◆ Task material

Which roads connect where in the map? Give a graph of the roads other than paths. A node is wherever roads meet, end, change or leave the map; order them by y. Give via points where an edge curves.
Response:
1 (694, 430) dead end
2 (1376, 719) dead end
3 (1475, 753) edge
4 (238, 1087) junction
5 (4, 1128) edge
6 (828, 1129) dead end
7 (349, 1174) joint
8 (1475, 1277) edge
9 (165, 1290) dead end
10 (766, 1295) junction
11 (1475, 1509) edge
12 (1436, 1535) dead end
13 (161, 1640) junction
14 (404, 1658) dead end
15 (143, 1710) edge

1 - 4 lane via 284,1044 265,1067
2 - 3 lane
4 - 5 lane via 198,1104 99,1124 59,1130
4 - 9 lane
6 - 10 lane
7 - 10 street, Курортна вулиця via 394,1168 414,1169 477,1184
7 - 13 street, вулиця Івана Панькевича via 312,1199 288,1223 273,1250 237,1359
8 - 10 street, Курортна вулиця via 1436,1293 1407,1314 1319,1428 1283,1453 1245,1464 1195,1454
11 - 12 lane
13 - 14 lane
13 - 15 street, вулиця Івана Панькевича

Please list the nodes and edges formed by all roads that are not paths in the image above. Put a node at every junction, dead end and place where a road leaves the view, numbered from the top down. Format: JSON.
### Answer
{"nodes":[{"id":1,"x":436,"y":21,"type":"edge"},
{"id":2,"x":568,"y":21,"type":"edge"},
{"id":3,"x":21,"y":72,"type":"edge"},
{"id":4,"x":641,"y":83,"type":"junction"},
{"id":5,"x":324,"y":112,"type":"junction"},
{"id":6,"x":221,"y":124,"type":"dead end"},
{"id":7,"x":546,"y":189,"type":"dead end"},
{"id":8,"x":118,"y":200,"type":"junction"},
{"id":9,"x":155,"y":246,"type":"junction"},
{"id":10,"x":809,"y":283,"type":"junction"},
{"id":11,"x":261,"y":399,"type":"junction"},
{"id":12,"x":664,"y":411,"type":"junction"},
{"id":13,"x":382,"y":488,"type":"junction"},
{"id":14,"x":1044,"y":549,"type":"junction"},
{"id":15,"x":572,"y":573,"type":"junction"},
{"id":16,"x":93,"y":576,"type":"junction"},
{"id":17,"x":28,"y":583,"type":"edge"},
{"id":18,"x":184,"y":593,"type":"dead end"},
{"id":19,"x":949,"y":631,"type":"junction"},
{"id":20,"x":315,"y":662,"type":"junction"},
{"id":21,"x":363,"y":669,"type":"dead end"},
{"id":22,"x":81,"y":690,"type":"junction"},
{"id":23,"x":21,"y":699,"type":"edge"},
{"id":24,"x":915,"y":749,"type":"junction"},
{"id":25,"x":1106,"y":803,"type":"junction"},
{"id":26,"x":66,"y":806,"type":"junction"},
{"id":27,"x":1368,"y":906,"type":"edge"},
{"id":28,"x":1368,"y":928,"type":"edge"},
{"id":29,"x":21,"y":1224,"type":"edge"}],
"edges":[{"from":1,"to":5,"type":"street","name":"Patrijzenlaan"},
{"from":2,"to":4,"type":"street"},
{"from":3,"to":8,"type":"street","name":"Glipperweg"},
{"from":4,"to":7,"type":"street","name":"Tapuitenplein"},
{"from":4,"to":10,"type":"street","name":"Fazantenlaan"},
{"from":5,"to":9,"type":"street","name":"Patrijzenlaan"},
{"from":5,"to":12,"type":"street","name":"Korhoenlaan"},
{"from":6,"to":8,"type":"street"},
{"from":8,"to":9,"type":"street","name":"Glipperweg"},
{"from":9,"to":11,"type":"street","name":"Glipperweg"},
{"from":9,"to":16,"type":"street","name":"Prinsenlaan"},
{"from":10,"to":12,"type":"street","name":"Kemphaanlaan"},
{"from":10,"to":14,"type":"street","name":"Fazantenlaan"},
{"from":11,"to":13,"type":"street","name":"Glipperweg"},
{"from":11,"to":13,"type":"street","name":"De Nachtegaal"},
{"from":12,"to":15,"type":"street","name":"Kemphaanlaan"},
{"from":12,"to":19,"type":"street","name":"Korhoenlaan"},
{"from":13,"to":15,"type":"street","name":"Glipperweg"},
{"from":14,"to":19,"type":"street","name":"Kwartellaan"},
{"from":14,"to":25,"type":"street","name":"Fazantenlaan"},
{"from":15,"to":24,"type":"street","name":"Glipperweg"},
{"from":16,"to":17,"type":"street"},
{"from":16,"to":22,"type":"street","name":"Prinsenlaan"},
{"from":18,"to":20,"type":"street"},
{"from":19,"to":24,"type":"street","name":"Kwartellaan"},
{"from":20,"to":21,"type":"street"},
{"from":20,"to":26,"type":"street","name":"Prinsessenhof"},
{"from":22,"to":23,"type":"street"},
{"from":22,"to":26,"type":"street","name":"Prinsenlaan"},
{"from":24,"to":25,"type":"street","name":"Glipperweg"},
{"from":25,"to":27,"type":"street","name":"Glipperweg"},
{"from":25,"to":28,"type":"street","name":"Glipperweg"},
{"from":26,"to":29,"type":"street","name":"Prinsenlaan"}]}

◆ Task statement
The answer must be every line of the entries that includes the word "Kwartellaan".

◆ Exercise output
{"from":14,"to":19,"type":"street","name":"Kwartellaan"},
{"from":19,"to":24,"type":"street","name":"Kwartellaan"},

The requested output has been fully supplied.